Now, you might say, “But how did you know that was the real reason?” I didn’t and it doesn’t really matter. I wanted the senior leaders to own the data so they could see their role in moving the data. My primary goal was to move them off “Woe is me/you/us” powerlessness and in-fighting to a place where they could collaboratively work for a solution. Plus, does anyone think it is a BAD IDEA to make sure agency staff live the hospital values? Further, you solve that problem and you have likely accidentally solved a few others. Plus, even if you don’t know the answer and the senior leaders don’t know the answer, they will likely get you the resources to find that answer.
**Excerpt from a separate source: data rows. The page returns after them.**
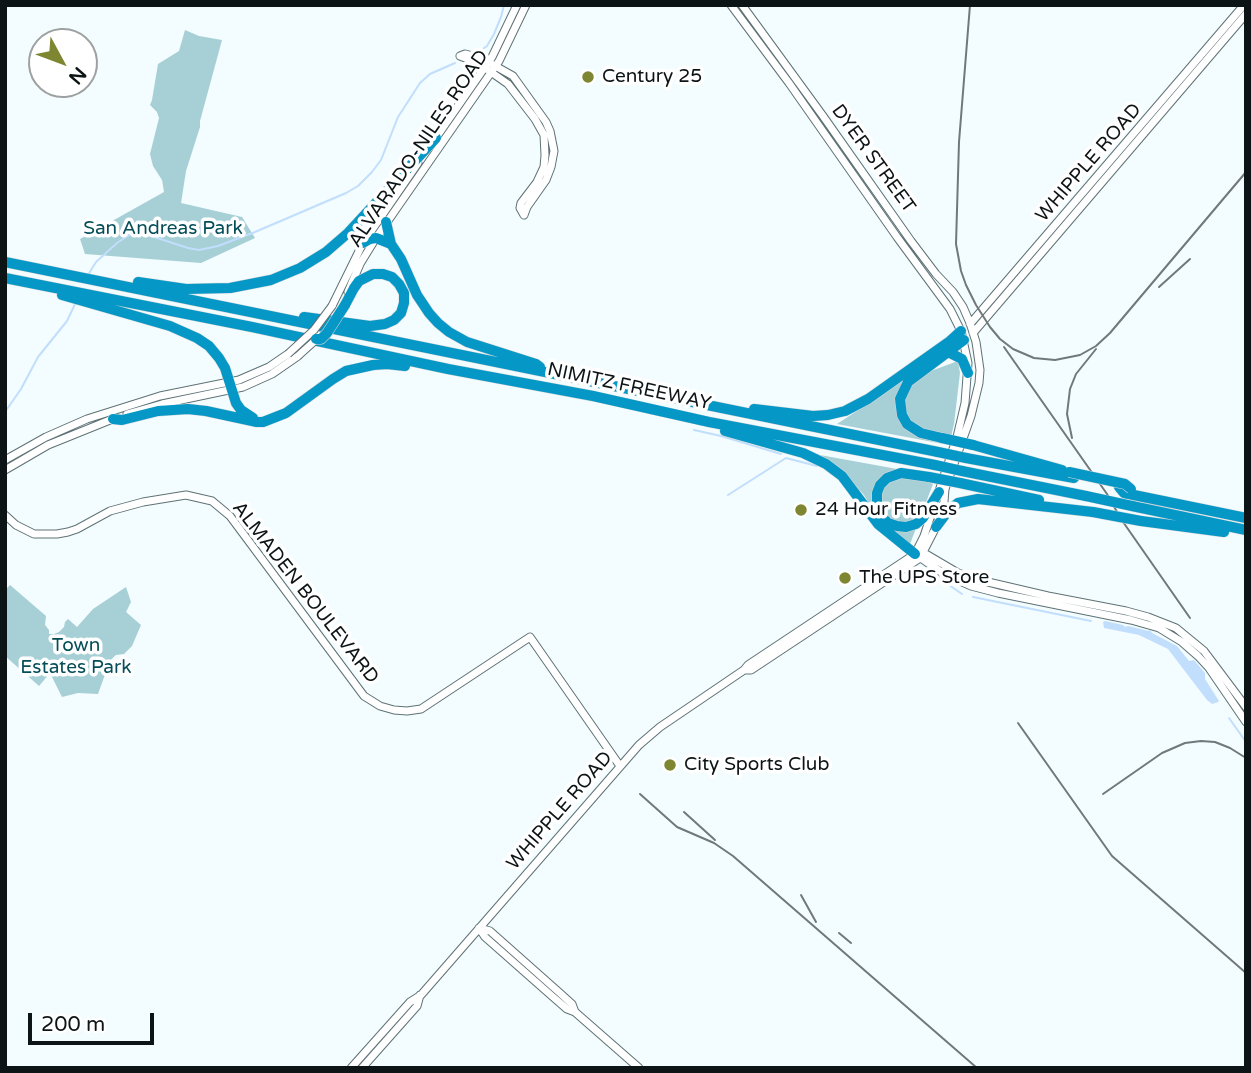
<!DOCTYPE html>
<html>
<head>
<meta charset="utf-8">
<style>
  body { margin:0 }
  #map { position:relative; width:1251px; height:1073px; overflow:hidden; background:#f3fcfe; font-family:"Varela Round",sans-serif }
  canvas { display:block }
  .frame { position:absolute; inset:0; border:7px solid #0c1415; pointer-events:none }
  .north { position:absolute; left:28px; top:28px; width:70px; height:70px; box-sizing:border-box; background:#fff; border:2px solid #9ea1a1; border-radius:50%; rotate:131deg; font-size:19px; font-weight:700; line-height:28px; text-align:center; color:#0c1415 }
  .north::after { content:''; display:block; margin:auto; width:24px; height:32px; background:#7f8631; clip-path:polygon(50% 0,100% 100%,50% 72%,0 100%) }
  .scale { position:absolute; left:28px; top:1013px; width:126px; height:32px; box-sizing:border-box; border:4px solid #0c1415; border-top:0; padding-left:9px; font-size:21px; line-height:24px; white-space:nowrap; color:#0c1415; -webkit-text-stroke:5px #fff; paint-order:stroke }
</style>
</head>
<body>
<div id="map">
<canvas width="1251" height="1073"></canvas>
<div class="frame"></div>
<div class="north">N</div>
<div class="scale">200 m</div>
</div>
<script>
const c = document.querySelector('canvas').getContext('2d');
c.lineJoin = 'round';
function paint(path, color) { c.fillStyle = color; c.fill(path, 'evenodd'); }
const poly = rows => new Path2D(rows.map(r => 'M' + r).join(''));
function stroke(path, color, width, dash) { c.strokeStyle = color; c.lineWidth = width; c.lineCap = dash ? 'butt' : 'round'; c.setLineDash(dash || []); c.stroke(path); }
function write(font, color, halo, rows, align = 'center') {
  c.font = font + ' "Varela Round",sans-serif'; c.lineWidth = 7; c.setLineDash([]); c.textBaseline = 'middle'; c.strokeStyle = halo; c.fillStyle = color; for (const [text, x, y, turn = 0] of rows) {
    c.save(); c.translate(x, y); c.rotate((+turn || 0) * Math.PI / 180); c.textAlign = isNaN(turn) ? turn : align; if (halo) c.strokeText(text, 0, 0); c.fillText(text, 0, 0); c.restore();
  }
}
paint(poly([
  [185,30,199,36,222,40,200,121,200,127,186,171,181,203,242,217,255,238,201,263,85,254,80,239,164,192,162,180,153,166,150,154,159,118,157,112,150,105,152,100,158,64,179,51],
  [958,361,960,373,954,424,949,445,837,424,901,382],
  [820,455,897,469,933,484,910,544,880,522,864,495,837,466],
  [10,585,46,616,45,625,49,630,49,634,54,634,59,632,64,627,65,622,68,619,77,627,93,609,126,587,131,602,126,612,141,625,132,646,124,654,116,655,105,665,107,669,98,694,78,693,62,697,50,673,39,686,5,656,5,590]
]), '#a7cfd6');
paint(poly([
  [1105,621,1123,625,1125,627,1128,626,1149,631,1150,630,1152,633,1177,646,1189,661,1194,660,1205,673,1205,679,1219,701,1218,702,1212,704,1207,700,1168,649,1139,635,1104,628,1103,622]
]), '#c1defc');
stroke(poly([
  [480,51,487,46,494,34,501,17,504,5],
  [88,275,96,262,117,243,129,235,142,233,188,248,199,250,218,246,255,232,346,193,358,186,372,172,381,160,398,117,420,83,430,74,455,63],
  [5,412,21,389,38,357,67,321,76,302],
  [694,430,721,436,781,454],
  [728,495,786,458,817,466],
  [949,585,962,594],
  [973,597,1091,621],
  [1229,718,1246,742]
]), '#c1defc', 2);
const secondary = poly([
  [742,5,823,116,911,241,936,274,953,292,963,307,970,323,976,342,980,370,979,383,971,416,945,489,944,502,936,527,920,558,751,670,744,670],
  [460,56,465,54,481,58,513,76,546,122,550,131,554,151,551,167,546,180,527,207,524,215],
  [460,56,478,63,508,84,535,119,544,135,545,155,544,167,537,182,521,203,520,208,524,215],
  [433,142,492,57,517,5],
  [348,292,360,264,376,238,499,61,526,5],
  [332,306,363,243,418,163],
  [970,324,1244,5],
  [973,333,1246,14],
  [127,414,162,404,243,387,272,374,298,356],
  [5,460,46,437,87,419,160,396,239,380,269,367,288,354],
  [5,470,48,445,115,418],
  [5,515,16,525,34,534,57,534,68,532,77,529,110,511,143,502,186,495,212,501,230,516,364,696,380,706,394,710,407,711,421,709,530,637,620,766],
  [924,553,958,573,975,579,1048,596,1126,611,1148,617,1176,628,1204,651,1246,707],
  [918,556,944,574,971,586,998,593,1131,620,1159,628,1182,642,1198,656,1209,668,1246,722],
  [479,928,485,937,553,997,567,1009,575,1012,639,1068],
  [479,928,490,931,561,994,572,1004,575,1012],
  [351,1068,410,1002,421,995,639,745,660,727,744,670,748,665,915,554,924,536,957,437,965,403,968,363,961,331,950,309,897,237,789,83,731,5],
  [362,1068,417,1006,420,995]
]);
const highway = poly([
  [386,222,391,244,401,259,417,295,429,313,438,323,449,332,467,342,536,364,540,367],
  [363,243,370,239,376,238,391,244],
  [5,262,938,452],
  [5,278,252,327,448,369,593,396,709,422,935,465],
  [138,282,186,289,230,288,271,280,300,268,326,252,348,233,436,138],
  [62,295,170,326,197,338,209,346,219,358,225,368,236,403,241,410,253,418],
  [304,317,370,326,385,324,394,320,401,313,404,303,404,293,399,284,392,277,383,274,373,274,359,281,354,288,345,305],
  [948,352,962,359,968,373],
  [754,409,813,416,828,415,845,411,868,399,950,341,961,331],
  [113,419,122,420,158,411,188,409,206,411,257,422,263,422,286,413,333,379,346,371,373,365,387,364,405,366],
  [725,431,803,453,826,464,842,476,878,524,915,554],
  [942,438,921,433,907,424,902,415,900,399,908,382,964,340],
  [973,445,1062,470],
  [966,458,1074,478],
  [962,471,1086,496],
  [929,477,901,473,887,478,880,485,877,493,877,508,881,516,888,523,897,526,906,527,916,524,923,518,939,492],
  [960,483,1039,500],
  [1119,487,1124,493,1246,518],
  [1132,506,1246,530],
  [1141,521,1224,532],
  [936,527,948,511,958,503,978,499,1093,512]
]);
stroke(secondary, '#5e7275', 9);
stroke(highway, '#d8d9da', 11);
stroke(secondary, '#fff', 7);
stroke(highway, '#0597c6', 10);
stroke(poly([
  [970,5,959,142,956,244,961,271,966,285,976,305,990,327,1000,339,1013,349,1034,358,1055,360,1080,355,1096,346,1110,333,1246,172],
  [1159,287,1190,259],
  [1004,347,1107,494,1121,519,1190,618],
  [1072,438,1067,414,1070,389,1076,374,1096,349],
  [1018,723,1112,856,1246,973],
  [640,794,677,827,714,843,733,856,977,1068],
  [1103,794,1162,753,1185,743,1201,741,1215,742,1230,748,1246,758],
  [684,812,715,840],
  [801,895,816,922],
  [839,933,851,943],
  [5,1066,9,1068]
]), '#70787a', 2);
const secondaryBridge = poly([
  [288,354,314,330,332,306],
  [298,356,319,337]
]);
const highwayBridge = poly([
  [316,339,321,339,327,333,345,305],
  [942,438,973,445],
  [938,452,966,458],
  [935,465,962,471],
  [1069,472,1125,484,1131,489],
  [929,477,960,483],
  [1086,496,1132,506],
  [1093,512,1141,521]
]);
stroke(secondaryBridge, '#5e7275', 9, []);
stroke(highwayBridge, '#d8d9da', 11, []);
stroke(secondaryBridge, '#fff', 7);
stroke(highwayBridge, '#0597c6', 10);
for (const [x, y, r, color] of [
  [588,77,7,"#7f8631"],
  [801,510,7,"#7f8631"],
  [845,578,7,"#7f8631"],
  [670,765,7,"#7f8631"]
]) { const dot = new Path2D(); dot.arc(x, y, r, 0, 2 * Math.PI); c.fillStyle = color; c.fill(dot); stroke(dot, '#fff', 2.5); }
write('19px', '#0c1415', '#fff', [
  ["Century 25",602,77],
  ["24 Hour Fitness",815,510],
  ["The UPS Store",859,578],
  ["City Sports Club",684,765]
], 'left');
write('19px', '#0c1415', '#fff', [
  ["ALVARADO-NILES ROAD",419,149,-56],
  ["DYER STREET",873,159,54],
  ["WHIPPLE ROAD",1089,163,-49],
  ["NIMITZ FREEWAY",629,387,12],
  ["ALMADEN BOULEVARD",305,593,52],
  ["WHIPPLE ROAD",560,811,-49]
]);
write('19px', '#054e58', '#fff', [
  ["San Andreas Park",163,229],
  ["Town",76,646],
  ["Estates Park",76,668]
]);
</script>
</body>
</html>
These past two essays have illustrated ways to improve everyone’s understanding of the data. If you see this as a way add value to you and your position, great! If you see it as way to stop spinning your service wheels by picking concrete targets and making tangible progress, even better! But my Machiavellian plan was to, in some small way, help you push your organization to be more data-literate. Making them better consumers of data makes them better prepared to focus on the quadruple aim of patient experience, clinical quality, employee well-being while being good fiscal stewards.
1 By the way, screaming down staff on service is never the right approach, but more on that some other time.
2This opens the entire topic of sampling. While it is important, I don’t want to get sidetracked here, so I will discuss that another time.
3It should be noted that some of this work requires knowing WHEN a patient was in the Emergency Department. You send that information to your vendor as part of the data used to survey your patients, so they should be able to get it back to you. NRC even has a utility on their website that allows you to download the survey data with those demographics already attached. Other vendors may as well. Worst case scenario is that you can simply get the data by month or day and group it yourself.
4Or lucky enough, depending on your interest in seeing a car crash into a dumpster fire.